Opinions differ about the way and extent to which the conceptual problems highlighted by EE affect the state of different branches of economics today.
3/13

At the extreme end, it has been suggested that the errors are irrelevant and have not influenced economic theory.

Those who control what is published in economics journals believe that the errors should not be discussed.
4/13

In rare cases, the 300-year-old errors can be clearly identified as the root cause of later errors.
An example is Menger's work of 1934, where he proves (erroneously) that utility functions must be bounded.
5/13

In the writings of some modern economists we can glimpse that something is wrong with Menger's result.
Harvard professor John Campbell wrote in 2018 that Menger's result is now "routinely ignored."
6/13

The Kelly criterion is a natural route into ergodicity economics.
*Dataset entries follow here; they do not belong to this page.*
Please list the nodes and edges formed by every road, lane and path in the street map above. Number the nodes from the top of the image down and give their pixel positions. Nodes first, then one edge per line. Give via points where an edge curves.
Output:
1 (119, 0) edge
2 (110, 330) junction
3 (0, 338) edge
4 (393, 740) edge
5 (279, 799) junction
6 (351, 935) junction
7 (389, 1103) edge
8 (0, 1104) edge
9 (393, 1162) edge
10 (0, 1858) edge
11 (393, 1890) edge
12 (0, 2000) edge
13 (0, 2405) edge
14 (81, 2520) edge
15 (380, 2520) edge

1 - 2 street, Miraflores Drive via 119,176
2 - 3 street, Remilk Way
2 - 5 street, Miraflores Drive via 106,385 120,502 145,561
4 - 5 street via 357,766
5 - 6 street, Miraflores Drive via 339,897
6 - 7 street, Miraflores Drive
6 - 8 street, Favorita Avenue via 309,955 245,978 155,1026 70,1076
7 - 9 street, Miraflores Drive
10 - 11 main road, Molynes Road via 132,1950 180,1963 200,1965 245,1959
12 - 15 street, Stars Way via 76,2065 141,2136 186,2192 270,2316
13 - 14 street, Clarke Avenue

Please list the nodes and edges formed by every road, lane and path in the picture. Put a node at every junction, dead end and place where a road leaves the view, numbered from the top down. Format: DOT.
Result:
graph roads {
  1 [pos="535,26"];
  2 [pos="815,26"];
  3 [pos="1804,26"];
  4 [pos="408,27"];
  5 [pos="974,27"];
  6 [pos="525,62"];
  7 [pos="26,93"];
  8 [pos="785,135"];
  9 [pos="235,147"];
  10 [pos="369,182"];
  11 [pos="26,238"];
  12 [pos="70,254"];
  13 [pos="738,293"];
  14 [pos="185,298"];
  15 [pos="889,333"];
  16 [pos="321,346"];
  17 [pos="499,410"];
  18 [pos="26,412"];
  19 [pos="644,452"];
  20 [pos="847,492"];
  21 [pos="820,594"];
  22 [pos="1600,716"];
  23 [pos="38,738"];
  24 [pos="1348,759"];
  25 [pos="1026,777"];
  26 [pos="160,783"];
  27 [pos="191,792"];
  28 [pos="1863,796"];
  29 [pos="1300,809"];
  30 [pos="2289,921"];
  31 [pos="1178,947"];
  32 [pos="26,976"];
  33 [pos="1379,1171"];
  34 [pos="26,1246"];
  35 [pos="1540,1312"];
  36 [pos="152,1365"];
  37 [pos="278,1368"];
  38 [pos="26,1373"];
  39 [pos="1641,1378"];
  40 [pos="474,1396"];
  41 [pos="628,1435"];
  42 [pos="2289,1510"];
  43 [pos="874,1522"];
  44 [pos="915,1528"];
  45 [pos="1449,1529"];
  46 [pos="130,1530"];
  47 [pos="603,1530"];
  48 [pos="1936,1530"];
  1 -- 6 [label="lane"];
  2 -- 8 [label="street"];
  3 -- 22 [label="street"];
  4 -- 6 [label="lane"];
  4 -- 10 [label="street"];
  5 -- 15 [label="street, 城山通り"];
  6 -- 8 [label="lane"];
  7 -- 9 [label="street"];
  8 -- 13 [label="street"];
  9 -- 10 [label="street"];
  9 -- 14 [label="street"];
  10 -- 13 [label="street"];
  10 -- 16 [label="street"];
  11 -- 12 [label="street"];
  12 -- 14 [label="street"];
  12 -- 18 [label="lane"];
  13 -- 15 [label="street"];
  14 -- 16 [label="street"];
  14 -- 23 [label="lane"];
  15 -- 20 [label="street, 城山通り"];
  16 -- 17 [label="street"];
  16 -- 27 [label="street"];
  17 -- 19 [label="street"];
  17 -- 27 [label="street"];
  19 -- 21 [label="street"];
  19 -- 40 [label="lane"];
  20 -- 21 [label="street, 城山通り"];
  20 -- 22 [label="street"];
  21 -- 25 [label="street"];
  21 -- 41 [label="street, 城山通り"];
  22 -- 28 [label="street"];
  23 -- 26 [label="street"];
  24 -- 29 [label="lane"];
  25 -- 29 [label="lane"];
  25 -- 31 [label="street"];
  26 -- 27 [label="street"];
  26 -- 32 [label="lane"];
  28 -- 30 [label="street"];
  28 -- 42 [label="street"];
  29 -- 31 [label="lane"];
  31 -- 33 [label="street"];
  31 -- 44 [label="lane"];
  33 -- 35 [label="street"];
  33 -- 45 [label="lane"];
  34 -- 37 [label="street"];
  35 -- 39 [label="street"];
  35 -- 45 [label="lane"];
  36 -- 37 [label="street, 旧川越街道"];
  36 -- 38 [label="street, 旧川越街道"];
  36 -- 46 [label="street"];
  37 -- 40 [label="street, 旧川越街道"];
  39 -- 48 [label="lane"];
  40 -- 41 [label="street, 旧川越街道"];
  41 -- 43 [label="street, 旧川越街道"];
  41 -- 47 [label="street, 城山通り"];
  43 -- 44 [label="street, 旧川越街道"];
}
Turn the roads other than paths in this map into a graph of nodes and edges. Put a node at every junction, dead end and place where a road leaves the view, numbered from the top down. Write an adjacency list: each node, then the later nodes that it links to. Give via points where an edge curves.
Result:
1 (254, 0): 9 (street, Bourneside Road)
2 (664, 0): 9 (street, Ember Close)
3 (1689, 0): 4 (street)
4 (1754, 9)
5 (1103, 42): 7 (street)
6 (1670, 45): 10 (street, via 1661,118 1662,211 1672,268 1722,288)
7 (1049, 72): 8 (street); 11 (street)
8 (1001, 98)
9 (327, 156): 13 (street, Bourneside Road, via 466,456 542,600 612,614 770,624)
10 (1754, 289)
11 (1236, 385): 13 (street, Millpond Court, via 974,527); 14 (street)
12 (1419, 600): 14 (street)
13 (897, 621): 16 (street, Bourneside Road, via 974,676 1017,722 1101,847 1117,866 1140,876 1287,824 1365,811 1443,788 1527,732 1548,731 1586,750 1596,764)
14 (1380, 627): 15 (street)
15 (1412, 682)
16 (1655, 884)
It optimizes the average ergodic growth rate under multiplicative dynamics and is a well-known technique used by gamblers and investors to great financial advantage.
7/13 But investigations into the Kelly criterion were shut down using Menger. Because the ergodicity transformation maps to an (unbounded) log utility function, Menger forbids Kelly.
Kelly was ridiculed by Samuelson, to the detriment of the discipline, in a mono-syllabic polemic.
8/13

Others have suggested that Bernoulli's error is not an error but was intentional, i.e. he suggested something quite different from expected-utility theory, and instead started the field of prospect theory.
9/13

Others, again, have suggested that Bernoulli's error indeed should be thought of as an error, and that prospect theory, insofar as it follows Bernoulli, should be revised.
10/13 Kahneman took issue with Bernoulli. He clearly felt that something was wrong, and he got quite close to discovering the ergodicity problem. He points out that utility of wealth must depend on where you started, i.e. it must be dynamic, see his Nobel Prize acceptance speech.
11/13

Kahneman took things in a different direction and missed the ergodicity problem.
But his starting point is correct: Bernoulli must be questioned: he meant to optimize expected utility changes and failed to formally write down the correct expression for this.
12/13

Later phrasings of expected utility theory, e.g. v. Neumann and Morgenstern, state that the absolute value of utility is irrelevant, a constant of integration.
What's optimized is something dynamic: changes in expected utility, which can be mapped to ergodic growth rates.
13/13

Some economists feel that their work has nothing to do with time averages and expectation values; they don't use expected utility theory or equilibrium assumptions. Why then should they revisit the foundations of the field? Maybe out of curiosity, or to double-check.